▸ Material provided:
:::

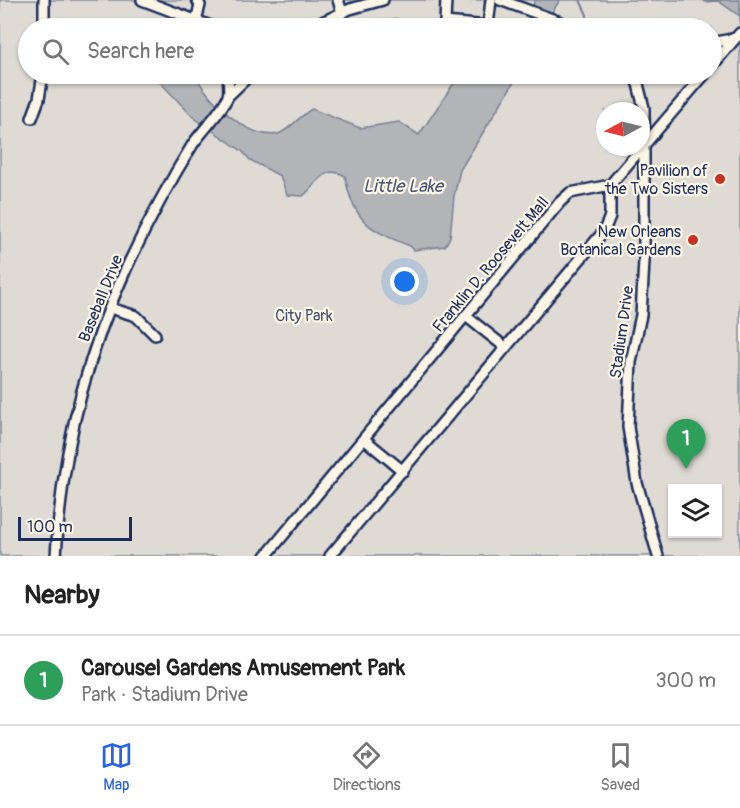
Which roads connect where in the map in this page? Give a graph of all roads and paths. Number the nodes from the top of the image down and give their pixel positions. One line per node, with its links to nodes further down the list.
1 (44, 0): 10 (street)
2 (142, 0): 11 (street)
3 (197, 0): 12 (street)
4 (338, 0): 9 (street)
5 (383, 0): 9 (street)
6 (446, 0): 15 (street)
7 (491, 0): 16 (street)
8 (500, 0): 17 (street)
9 (340, 13): 13 (street); 14 (street)
10 (44, 18)
11 (188, 18)
12 (197, 18)
13 (330, 18)
14 (341, 18)
15 (444, 18)
16 (489, 18)
17 (548, 18)
18 (738, 39): 19 (street); 20 (street)
19 (722, 41)
20 (722, 55)
21 (41, 84): 28 (street)
22 (227, 84): 26 (street)
23 (241, 84): 26 (street, Baseball Drive)
24 (638, 84): 27 (street, Stadium Drive)
25 (696, 84): 29 (street)
26 (226, 99): 33 (street, Baseball Drive)
27 (642, 102)
28 (32, 118)
29 (650, 137)
30 (634, 156): 32 (street)
31 (643, 156): 42 (street, Stadium Drive)
32 (610, 185): 34 (street, Franklin D. Roosevelt Mall); 36 (street)
33 (110, 308): 35 (street); 39 (street, Baseball Drive)
34 (466, 317): 36 (street); 37 (street, Franklin D. Roosevelt Mall)
35 (155, 335)
36 (505, 347): 38 (street)
37 (364, 439): 38 (street); 40 (street, Franklin D. Roosevelt Mall)
38 (403, 471): 41 (street)
39 (56, 556)
40 (266, 556)
41 (330, 556)
42 (658, 556)

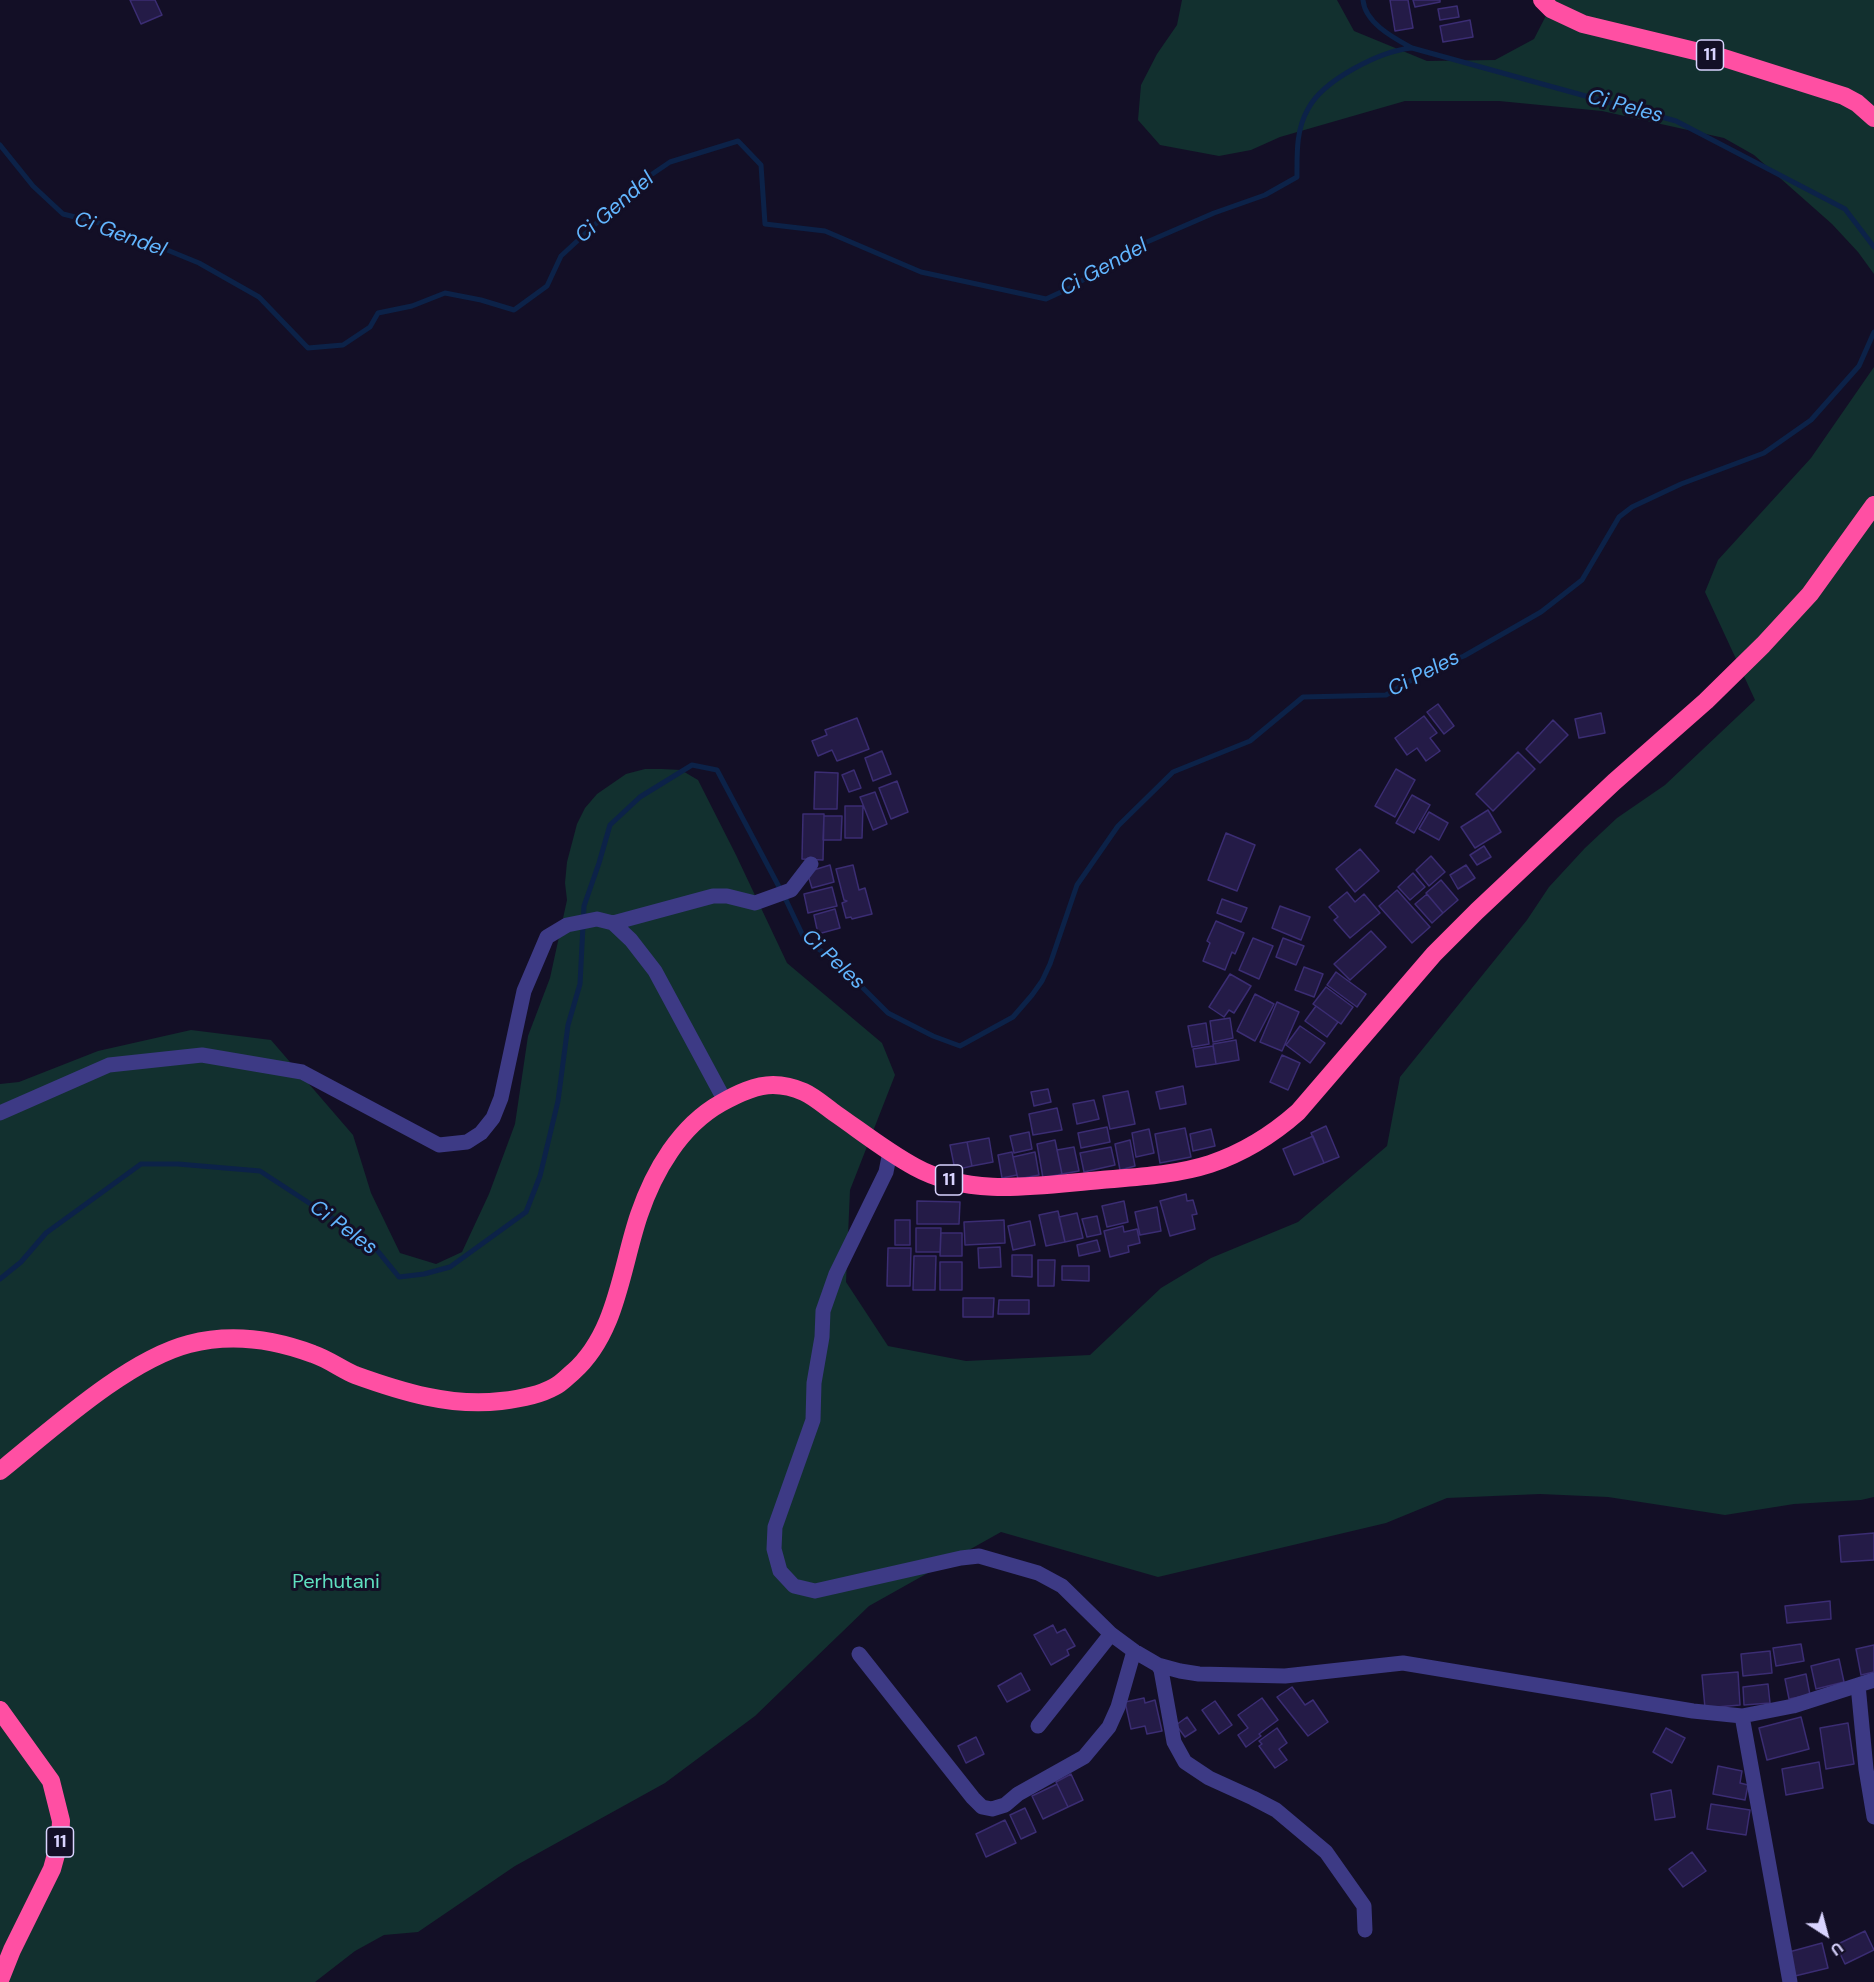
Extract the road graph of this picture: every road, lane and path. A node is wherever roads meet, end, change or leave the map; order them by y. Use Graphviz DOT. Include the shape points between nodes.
graph roads {
  1 [pos="1542,0"];
  2 [pos="1874,118"];
  3 [pos="1874,505"];
  4 [pos="812,864"];
  5 [pos="613,922"];
  6 [pos="725,1101"];
  7 [pos="0,1113"];
  8 [pos="890,1152"];
  9 [pos="0,1471"];
  10 [pos="1111,1634"];
  11 [pos="1134,1651"];
  12 [pos="859,1654"];
  13 [pos="1158,1665"];
  14 [pos="1874,1680"];
  15 [pos="1858,1685"];
  16 [pos="0,1710"];
  17 [pos="1742,1716"];
  18 [pos="1038,1726"];
  19 [pos="1874,1817"];
  20 [pos="1365,1929"];
  21 [pos="0,1980"];
  22 [pos="1790,1982"];
  1 -- 2 [label="highway, 11" via="1551,9 1583,24 1724,58 1844,96"];
  3 -- 8 [label="highway, 11" via="1810,594 1763,645 1477,911 1279,1129 1228,1158 1196,1168 1045,1186 955,1182 936,1177"];
  4 -- 5 [label="street" via="791,890 755,903 713,896"];
  5 -- 6 [label="street" via="655,971"];
  5 -- 7 [label="street" via="597,919 567,925 547,937 524,991 501,1098 482,1133 467,1142 439,1145 302,1072 202,1055 108,1065"];
  6 -- 8 [label="highway, 11" via="746,1090 772,1085 804,1092"];
  6 -- 9 [label="highway, 11" via="703,1114 686,1131 657,1174 639,1215 613,1307 599,1340 582,1364 556,1386 527,1398 491,1402 427,1398 352,1373 315,1354 266,1340 219,1339 180,1347 138,1367"];
  8 -- 10 [label="street" via="886,1172 836,1274 823,1311 813,1420 775,1527 774,1550 780,1571 794,1586 815,1591 979,1556 1038,1573 1062,1586"];
  10 -- 11 [label="street"];
  10 -- 18 [label="street"];
  11 -- 12 [label="street" via="1109,1727 1084,1757 992,1809 982,1807 973,1798"];
  11 -- 13 [label="street"];
  13 -- 17 [label="street" via="1199,1674 1285,1676 1403,1663"];
  13 -- 20 [label="street" via="1164,1675 1174,1742 1185,1762 1276,1810 1326,1852 1364,1906"];
  14 -- 15 [label="street"];
  15 -- 17 [label="street" via="1793,1706"];
  15 -- 19 [label="street"];
  16 -- 21 [label="highway, 11" via="51,1782 61,1821 52,1869"];
  17 -- 22 [label="street"];
}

:::

▸ Task goal:
The data is to be returned exactly as it stands, pictures aside.

▸ Written answer:
Which roads connect where in the map in this page? Give a graph of all roads and paths. Number the nodes from the top of the image down and give their pixel positions. One line per node, with its links to nodes further down the list.
1 (44, 0): 10 (street)
2 (142, 0): 11 (street)
3 (197, 0): 12 (street)
4 (338, 0): 9 (street)
5 (383, 0): 9 (street)
6 (446, 0): 15 (street)
7 (491, 0): 16 (street)
8 (500, 0): 17 (street)
9 (340, 13): 13 (street); 14 (street)
10 (44, 18)
11 (188, 18)
12 (197, 18)
13 (330, 18)
14 (341, 18)
15 (444, 18)
16 (489, 18)
17 (548, 18)
18 (738, 39): 19 (street); 20 (street)
19 (722, 41)
20 (722, 55)
21 (41, 84): 28 (street)
22 (227, 84): 26 (street)
23 (241, 84): 26 (street, Baseball Drive)
24 (638, 84): 27 (street, Stadium Drive)
25 (696, 84): 29 (street)
26 (226, 99): 33 (street, Baseball Drive)
27 (642, 102)
28 (32, 118)
29 (650, 137)
30 (634, 156): 32 (street)
31 (643, 156): 42 (street, Stadium Drive)
32 (610, 185): 34 (street, Franklin D. Roosevelt Mall); 36 (street)
33 (110, 308): 35 (street); 39 (street, Baseball Drive)
34 (466, 317): 36 (street); 37 (street, Franklin D. Roosevelt Mall)
35 (155, 335)
36 (505, 347): 38 (street)
37 (364, 439): 38 (street); 40 (street, Franklin D. Roosevelt Mall)
38 (403, 471): 41 (street)
39 (56, 556)
40 (266, 556)
41 (330, 556)
42 (658, 556)

Extract the road graph of this picture: every road, lane and path. A node is wherever roads meet, end, change or leave the map; order them by y. Use Graphviz DOT. Include the shape points between nodes.
graph roads {
  1 [pos="1542,0"];
  2 [pos="1874,118"];
  3 [pos="1874,505"];
  4 [pos="812,864"];
  5 [pos="613,922"];
  6 [pos="725,1101"];
  7 [pos="0,1113"];
  8 [pos="890,1152"];
  9 [pos="0,1471"];
  10 [pos="1111,1634"];
  11 [pos="1134,1651"];
  12 [pos="859,1654"];
  13 [pos="1158,1665"];
  14 [pos="1874,1680"];
  15 [pos="1858,1685"];
  16 [pos="0,1710"];
  17 [pos="1742,1716"];
  18 [pos="1038,1726"];
  19 [pos="1874,1817"];
  20 [pos="1365,1929"];
  21 [pos="0,1980"];
  22 [pos="1790,1982"];
  1 -- 2 [label="highway, 11" via="1551,9 1583,24 1724,58 1844,96"];
  3 -- 8 [label="highway, 11" via="1810,594 1763,645 1477,911 1279,1129 1228,1158 1196,1168 1045,1186 955,1182 936,1177"];
  4 -- 5 [label="street" via="791,890 755,903 713,896"];
  5 -- 6 [label="street" via="655,971"];
  5 -- 7 [label="street" via="597,919 567,925 547,937 524,991 501,1098 482,1133 467,1142 439,1145 302,1072 202,1055 108,1065"];
  6 -- 8 [label="highway, 11" via="746,1090 772,1085 804,1092"];
  6 -- 9 [label="highway, 11" via="703,1114 686,1131 657,1174 639,1215 613,1307 599,1340 582,1364 556,1386 527,1398 491,1402 427,1398 352,1373 315,1354 266,1340 219,1339 180,1347 138,1367"];
  8 -- 10 [label="street" via="886,1172 836,1274 823,1311 813,1420 775,1527 774,1550 780,1571 794,1586 815,1591 979,1556 1038,1573 1062,1586"];
  10 -- 11 [label="street"];
  10 -- 18 [label="street"];
  11 -- 12 [label="street" via="1109,1727 1084,1757 992,1809 982,1807 973,1798"];
  11 -- 13 [label="street"];
  13 -- 17 [label="street" via="1199,1674 1285,1676 1403,1663"];
  13 -- 20 [label="street" via="1164,1675 1174,1742 1185,1762 1276,1810 1326,1852 1364,1906"];
  14 -- 15 [label="street"];
  15 -- 17 [label="street" via="1793,1706"];
  15 -- 19 [label="street"];
  16 -- 21 [label="highway, 11" via="51,1782 61,1821 52,1869"];
  17 -- 22 [label="street"];
}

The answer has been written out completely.